* [What the task requires]:
When a line in the records contains the string "other", copy that line.

* [Data section]:
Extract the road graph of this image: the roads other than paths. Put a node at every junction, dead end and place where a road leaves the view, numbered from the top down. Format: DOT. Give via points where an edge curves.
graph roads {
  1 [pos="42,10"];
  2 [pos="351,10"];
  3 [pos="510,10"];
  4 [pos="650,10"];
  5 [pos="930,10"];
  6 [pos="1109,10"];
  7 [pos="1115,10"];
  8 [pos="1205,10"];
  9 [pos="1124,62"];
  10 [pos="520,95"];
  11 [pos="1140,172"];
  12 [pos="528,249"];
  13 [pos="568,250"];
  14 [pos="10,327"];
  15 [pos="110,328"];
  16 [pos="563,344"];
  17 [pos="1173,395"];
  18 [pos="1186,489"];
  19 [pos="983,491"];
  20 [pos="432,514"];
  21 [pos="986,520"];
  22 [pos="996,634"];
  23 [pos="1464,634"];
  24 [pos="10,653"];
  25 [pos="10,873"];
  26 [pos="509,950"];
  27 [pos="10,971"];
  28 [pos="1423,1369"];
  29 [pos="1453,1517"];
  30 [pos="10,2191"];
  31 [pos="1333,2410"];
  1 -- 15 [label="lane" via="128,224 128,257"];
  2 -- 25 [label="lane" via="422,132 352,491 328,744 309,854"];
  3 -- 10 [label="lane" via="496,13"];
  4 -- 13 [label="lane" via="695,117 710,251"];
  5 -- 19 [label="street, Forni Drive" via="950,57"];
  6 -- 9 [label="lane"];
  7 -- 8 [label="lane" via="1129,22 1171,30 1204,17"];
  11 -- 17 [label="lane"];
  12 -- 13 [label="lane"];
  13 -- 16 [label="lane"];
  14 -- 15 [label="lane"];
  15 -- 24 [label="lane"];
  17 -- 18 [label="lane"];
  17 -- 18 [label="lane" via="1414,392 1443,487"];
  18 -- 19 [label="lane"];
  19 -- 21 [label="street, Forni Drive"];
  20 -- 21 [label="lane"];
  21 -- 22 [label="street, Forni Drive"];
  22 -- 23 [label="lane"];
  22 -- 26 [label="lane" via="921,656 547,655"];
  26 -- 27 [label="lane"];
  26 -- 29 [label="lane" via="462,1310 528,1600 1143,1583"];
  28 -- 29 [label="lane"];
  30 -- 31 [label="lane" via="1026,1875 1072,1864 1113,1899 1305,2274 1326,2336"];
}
---
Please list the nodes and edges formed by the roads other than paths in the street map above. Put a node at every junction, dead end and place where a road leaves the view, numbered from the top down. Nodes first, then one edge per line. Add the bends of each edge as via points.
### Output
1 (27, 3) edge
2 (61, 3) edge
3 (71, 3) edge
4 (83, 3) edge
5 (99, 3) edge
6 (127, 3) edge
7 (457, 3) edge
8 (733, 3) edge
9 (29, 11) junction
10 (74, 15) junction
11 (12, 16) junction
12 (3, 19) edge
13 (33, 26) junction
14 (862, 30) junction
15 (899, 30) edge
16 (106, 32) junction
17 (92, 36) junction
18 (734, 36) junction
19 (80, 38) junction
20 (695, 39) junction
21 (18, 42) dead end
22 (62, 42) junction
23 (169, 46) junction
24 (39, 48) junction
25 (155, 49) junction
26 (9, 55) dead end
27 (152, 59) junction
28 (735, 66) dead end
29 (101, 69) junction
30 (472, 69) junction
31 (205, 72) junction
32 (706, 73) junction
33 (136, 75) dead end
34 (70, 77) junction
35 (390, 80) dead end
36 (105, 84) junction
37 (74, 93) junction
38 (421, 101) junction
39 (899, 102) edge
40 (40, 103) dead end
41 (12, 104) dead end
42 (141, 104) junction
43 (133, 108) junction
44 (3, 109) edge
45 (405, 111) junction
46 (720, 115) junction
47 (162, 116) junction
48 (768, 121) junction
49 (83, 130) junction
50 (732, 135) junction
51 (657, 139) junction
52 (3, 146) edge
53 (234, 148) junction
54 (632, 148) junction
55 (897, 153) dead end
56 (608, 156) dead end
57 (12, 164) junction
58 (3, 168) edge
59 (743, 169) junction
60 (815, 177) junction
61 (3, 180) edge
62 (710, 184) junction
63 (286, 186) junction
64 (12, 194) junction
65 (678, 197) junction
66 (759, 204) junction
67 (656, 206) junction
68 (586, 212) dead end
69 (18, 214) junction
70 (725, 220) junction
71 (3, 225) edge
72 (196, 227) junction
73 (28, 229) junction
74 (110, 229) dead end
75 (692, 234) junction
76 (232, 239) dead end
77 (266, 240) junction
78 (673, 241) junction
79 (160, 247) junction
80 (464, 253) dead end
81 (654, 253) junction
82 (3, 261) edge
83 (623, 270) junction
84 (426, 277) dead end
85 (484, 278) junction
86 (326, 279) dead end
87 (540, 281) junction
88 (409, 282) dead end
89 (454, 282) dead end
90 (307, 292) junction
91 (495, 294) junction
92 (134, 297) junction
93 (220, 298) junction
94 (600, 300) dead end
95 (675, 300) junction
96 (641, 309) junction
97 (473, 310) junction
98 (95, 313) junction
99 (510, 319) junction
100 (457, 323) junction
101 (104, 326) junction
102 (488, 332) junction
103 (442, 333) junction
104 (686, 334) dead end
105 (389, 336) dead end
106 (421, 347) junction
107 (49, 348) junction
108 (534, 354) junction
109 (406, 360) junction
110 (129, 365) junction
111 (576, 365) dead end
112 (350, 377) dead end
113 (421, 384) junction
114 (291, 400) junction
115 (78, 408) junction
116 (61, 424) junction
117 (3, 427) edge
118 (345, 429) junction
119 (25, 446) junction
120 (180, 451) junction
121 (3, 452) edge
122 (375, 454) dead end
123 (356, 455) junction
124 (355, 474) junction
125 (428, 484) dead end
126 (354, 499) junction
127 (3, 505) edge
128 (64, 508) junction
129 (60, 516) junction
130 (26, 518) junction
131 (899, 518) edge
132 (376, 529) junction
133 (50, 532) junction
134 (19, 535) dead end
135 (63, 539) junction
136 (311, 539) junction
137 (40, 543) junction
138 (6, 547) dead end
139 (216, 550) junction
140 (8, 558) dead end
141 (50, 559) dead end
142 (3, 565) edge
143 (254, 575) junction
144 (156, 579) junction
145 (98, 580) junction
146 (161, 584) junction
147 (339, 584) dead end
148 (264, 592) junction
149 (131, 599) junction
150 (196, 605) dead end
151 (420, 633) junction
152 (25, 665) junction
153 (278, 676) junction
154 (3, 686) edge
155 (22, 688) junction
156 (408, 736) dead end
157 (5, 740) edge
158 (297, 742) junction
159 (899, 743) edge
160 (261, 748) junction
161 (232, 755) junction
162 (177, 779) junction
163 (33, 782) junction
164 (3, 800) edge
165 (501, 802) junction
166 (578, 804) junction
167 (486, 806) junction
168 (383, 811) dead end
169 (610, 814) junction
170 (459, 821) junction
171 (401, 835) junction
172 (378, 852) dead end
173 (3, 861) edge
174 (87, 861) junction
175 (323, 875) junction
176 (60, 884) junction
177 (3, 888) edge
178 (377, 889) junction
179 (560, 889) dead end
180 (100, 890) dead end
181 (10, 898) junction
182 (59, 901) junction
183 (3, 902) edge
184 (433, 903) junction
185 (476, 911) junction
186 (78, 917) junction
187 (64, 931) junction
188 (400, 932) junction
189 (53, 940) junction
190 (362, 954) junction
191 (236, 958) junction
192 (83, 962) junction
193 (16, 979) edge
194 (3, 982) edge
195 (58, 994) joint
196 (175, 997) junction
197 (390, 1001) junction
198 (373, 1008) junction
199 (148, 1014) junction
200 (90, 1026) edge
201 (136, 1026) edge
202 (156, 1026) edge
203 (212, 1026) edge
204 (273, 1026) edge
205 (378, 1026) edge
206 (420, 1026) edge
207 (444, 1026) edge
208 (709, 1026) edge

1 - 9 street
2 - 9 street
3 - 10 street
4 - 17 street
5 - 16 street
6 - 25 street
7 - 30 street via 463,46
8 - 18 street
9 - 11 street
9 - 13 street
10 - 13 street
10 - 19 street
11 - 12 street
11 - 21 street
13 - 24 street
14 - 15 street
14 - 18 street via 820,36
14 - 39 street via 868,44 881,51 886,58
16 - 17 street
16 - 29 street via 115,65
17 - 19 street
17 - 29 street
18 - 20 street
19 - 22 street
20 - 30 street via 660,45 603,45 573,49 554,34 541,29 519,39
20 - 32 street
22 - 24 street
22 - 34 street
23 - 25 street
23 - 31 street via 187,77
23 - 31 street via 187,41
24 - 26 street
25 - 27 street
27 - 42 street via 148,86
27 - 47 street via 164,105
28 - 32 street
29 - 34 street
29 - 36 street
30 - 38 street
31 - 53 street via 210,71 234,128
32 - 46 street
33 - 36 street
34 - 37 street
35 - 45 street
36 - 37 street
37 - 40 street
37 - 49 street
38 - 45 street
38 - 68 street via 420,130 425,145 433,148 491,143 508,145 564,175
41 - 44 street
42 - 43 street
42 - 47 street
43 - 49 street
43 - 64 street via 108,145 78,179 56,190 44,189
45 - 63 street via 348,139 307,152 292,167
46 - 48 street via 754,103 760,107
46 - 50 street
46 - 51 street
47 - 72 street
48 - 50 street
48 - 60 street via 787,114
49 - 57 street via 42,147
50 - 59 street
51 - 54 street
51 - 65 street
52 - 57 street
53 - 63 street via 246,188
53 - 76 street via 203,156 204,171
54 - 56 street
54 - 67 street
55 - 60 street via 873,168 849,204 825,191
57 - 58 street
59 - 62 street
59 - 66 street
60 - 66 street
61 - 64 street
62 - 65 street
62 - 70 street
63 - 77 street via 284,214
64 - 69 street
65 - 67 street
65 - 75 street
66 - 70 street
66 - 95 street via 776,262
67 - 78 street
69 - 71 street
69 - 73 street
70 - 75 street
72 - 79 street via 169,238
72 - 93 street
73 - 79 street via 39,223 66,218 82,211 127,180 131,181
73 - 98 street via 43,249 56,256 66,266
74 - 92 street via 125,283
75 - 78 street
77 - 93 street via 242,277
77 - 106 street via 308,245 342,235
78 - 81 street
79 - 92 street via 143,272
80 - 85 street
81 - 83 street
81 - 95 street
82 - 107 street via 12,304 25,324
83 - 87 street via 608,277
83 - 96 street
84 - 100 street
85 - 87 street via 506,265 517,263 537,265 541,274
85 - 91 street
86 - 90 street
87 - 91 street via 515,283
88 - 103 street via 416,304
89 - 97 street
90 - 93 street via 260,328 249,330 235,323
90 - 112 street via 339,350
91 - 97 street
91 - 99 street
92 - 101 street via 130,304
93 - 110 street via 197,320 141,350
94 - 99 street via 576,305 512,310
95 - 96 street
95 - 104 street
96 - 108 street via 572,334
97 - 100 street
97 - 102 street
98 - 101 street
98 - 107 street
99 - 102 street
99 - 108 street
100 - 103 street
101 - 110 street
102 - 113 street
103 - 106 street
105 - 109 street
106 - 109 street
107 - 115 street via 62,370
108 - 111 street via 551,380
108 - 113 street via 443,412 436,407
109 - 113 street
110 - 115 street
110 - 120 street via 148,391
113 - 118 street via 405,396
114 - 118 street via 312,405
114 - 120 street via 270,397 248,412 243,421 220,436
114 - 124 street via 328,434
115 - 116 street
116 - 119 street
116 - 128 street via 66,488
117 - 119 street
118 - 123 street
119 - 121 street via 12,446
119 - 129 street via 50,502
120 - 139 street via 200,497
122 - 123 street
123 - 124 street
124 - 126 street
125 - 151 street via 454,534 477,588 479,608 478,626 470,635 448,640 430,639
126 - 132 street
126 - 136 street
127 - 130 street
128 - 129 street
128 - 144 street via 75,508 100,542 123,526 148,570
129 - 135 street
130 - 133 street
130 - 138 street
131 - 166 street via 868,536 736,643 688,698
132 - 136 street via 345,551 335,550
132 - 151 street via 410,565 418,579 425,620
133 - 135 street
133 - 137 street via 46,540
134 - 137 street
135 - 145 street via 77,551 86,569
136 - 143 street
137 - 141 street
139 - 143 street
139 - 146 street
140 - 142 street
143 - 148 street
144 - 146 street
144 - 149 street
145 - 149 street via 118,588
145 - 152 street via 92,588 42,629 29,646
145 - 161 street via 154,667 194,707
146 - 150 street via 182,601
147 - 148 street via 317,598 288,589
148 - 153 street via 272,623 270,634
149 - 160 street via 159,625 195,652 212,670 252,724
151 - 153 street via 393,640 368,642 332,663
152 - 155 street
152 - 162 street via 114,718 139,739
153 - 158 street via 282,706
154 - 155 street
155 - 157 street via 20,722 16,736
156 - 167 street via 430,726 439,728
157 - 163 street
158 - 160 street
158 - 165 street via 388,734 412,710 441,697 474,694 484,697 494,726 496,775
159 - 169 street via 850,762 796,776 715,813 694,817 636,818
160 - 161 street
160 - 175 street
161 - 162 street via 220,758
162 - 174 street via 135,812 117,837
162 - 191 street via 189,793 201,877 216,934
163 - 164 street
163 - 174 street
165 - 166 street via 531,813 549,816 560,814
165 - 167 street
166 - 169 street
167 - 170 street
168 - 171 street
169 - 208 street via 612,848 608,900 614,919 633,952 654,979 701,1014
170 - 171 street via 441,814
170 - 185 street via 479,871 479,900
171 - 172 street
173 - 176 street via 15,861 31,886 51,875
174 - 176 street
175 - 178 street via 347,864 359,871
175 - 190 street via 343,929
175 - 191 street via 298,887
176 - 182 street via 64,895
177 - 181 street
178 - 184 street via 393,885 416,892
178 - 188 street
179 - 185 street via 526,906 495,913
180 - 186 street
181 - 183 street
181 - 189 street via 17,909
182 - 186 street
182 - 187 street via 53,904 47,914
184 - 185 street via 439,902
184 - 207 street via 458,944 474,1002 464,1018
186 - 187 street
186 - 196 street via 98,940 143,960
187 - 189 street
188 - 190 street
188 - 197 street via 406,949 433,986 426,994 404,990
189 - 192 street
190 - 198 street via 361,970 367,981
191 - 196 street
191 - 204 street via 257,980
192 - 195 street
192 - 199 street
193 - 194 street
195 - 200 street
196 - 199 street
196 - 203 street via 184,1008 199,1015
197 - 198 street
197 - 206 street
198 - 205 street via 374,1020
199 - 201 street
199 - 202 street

* [Answer for the task]:
Extract the road graph of this image: the roads other than paths. Put a node at every junction, dead end and place where a road leaves the view, numbered from the top down. Format: DOT. Give via points where an edge curves.
Please list the nodes and edges formed by the roads other than paths in the street map above. Put a node at every junction, dead end and place where a road leaves the view, numbered from the top down. Nodes first, then one edge per line. Add the bends of each edge as via points.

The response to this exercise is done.